The University of Tokyo has gone back to Fujitsu for a second helping of K supercomputer. The Institute for Solid State Physics is looking forward to next spring, when Fujitsu will fire up a PrimeHPC FX10 supercomputer that will be used to conduct materials research in high-performance solid state devices. The supercomputer will …
In a few years' time
we'll be wistfully looking at our phones saying "I remember back in the 2010s when a computer this powerful took up a whole room! Why, two of them was thought to be enough for a whole university!"
wow Larry will be pleased
Nobody has used the word fast and super (except slow) in the same sentence as SPARC in a very long time. Now back in the real world if only they didn't cost 10x as much as x86_64 for half the performance or less.
"Nobody has used the word fast and super (except slow) in the same sentence as SPARC in a very long time. Now back in the real world if only they didn't cost 10x as much as x86_64 for half the performance or less."
Wow... where to start...
The (real) ULTRASparc descended chips in the Fujitsu box are not really anything to do with the current Oracle line of SPARCs of Niagara lineage - completely different in structure and intended use - fat and narrow(ish) for number crunching amongst other things vs. thin and wide for lots of light threads such as web-loads.
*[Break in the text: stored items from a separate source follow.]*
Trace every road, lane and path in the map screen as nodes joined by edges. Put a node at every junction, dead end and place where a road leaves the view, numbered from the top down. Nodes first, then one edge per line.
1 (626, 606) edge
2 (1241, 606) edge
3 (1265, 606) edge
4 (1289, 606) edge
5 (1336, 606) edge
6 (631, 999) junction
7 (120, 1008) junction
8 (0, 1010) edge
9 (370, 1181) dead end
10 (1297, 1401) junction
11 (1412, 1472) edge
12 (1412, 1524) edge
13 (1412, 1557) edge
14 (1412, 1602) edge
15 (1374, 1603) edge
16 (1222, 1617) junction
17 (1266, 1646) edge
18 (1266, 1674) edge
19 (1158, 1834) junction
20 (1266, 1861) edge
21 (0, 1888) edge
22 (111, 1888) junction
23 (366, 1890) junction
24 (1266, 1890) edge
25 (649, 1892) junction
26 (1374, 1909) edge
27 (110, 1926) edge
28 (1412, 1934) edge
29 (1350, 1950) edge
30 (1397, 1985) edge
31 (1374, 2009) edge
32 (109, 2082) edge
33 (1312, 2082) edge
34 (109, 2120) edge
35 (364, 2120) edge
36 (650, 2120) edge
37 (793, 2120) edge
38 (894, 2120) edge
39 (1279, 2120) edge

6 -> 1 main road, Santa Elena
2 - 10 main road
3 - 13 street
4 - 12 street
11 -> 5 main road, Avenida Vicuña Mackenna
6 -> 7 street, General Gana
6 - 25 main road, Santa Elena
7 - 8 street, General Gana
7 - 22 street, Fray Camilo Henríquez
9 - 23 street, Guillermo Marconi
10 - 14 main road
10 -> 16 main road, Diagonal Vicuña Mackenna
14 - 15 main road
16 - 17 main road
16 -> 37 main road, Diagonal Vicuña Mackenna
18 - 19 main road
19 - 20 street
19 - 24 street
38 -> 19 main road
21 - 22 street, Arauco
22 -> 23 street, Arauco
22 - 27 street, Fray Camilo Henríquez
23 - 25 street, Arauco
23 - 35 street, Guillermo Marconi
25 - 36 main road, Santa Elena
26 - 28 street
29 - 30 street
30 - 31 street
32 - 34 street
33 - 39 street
They shared the same ISA (v9) initially but differed in many ways, especially in the floating point units where the original T1 got it's reputation for poor FP performance (but that was largely missing the point anyway). Horses for courses and all that.
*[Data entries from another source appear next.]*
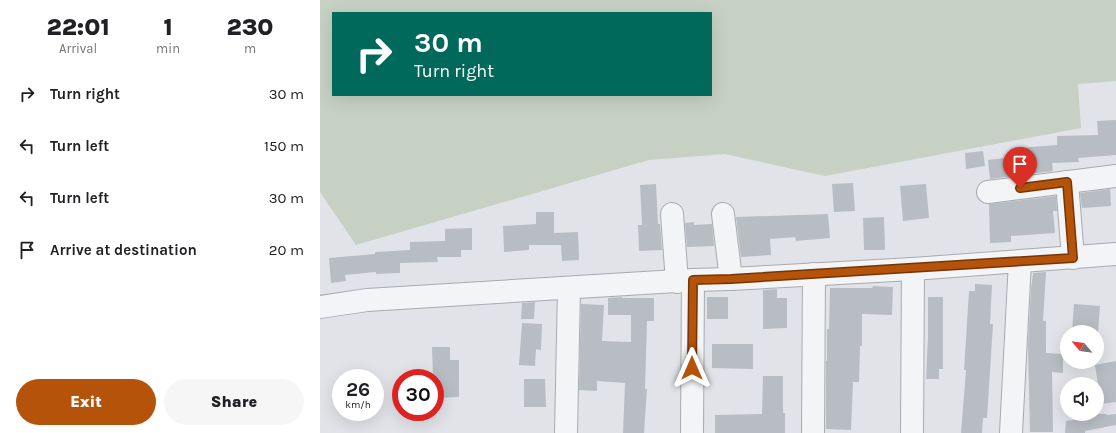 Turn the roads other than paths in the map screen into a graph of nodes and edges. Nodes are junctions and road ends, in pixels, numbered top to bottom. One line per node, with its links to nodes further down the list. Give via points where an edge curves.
1 (1116, 176): 2 (street)
2 (1067, 182): 3 (street); 7 (street)
3 (988, 192)
4 (672, 214): 12 (street)
5 (723, 214): 11 (street)
6 (1116, 254): 7 (street)
7 (1073, 258): 8 (street)
8 (1020, 261): 9 (street); 19 (street)
9 (913, 268): 10 (street); 18 (street)
10 (814, 274): 11 (street); 17 (street)
11 (731, 279): 12 (street)
12 (685, 281): 13 (street); 16 (street)
13 (569, 288): 14 (street, via 367,300); 15 (street)
14 (320, 307)
15 (566, 433)
16 (692, 433)
17 (813, 433)
18 (912, 433)
19 (1011, 433)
People also use machines like this for reasons like high reliability, high availability, easy of hot-maintainance - as well as useful performance. There many reasons to choose something bespoke as well - rather than lashing together a bunch of x86_64 boxes... and if you think the bulk of the expense of HPC layouts are due to the chips, then you're much mistaken. Hell, if you even think a half-decent x86_64 workstation with decent support is cheap, you're in La-La Land.
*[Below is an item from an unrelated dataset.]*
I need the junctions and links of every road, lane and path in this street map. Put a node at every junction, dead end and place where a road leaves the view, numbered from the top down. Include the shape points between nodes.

In short, if you trying to slag off a Fujitsu super-computer because a old T1 workstation was expensive compared to BestBuys finest at the time, and shit at running Crysis, then you're way off - if not, please explain what exactly you think is the issue.
No I slag off on SPARC because the vast majority of shops that have them, have them as legacy only with a very advanced plan to migrate off SPARC if they haven't already. Its been a decade since I was in a shop where developers were excited to have their code run on a SPARC box as opposed to complaining how dog slow it is and how it gets in the way of them getting their work done.
"No I slag off on SPARC because the vast majority of shops that have them, have them as legacy only"
OK - so basically nothing to do with current SPARC chips, and nothing to do with HPC.
>current SPARC chips,
They could completely rock and it wouldn't matter much. That ship has sailed. The only reason this story exists is because the Japanese government are incapable of going out to bid to a non Japanese non local anything. Its not because of any price or technical merits of SPARC.
They could completely *rock* and it wouldn't matter much.
Ah, the irony!
reputation for poor FP performance
(but that was largely missing the point anyway).
My, that would be very poor FP performance altogether (*winks*).
Getting back to x86 vs SPARC or similar, I would much rather be developing code on anything but x86. Anything without a large register file, orthogonal instruction set and proper SIMD support (not the various kludges that are SSE) is a pain to program, IMO.
This article looks like it has been copy/pasted from two others on the subject, with inadequate effort made to avoid repetition.
Muster the Lustre cluster...
...we've semiconductor conduction tests to conduct..."
Just an ElReg tagline wannabe. Sorry, the mobile website won't let me pick the "I'll get me coat" icon.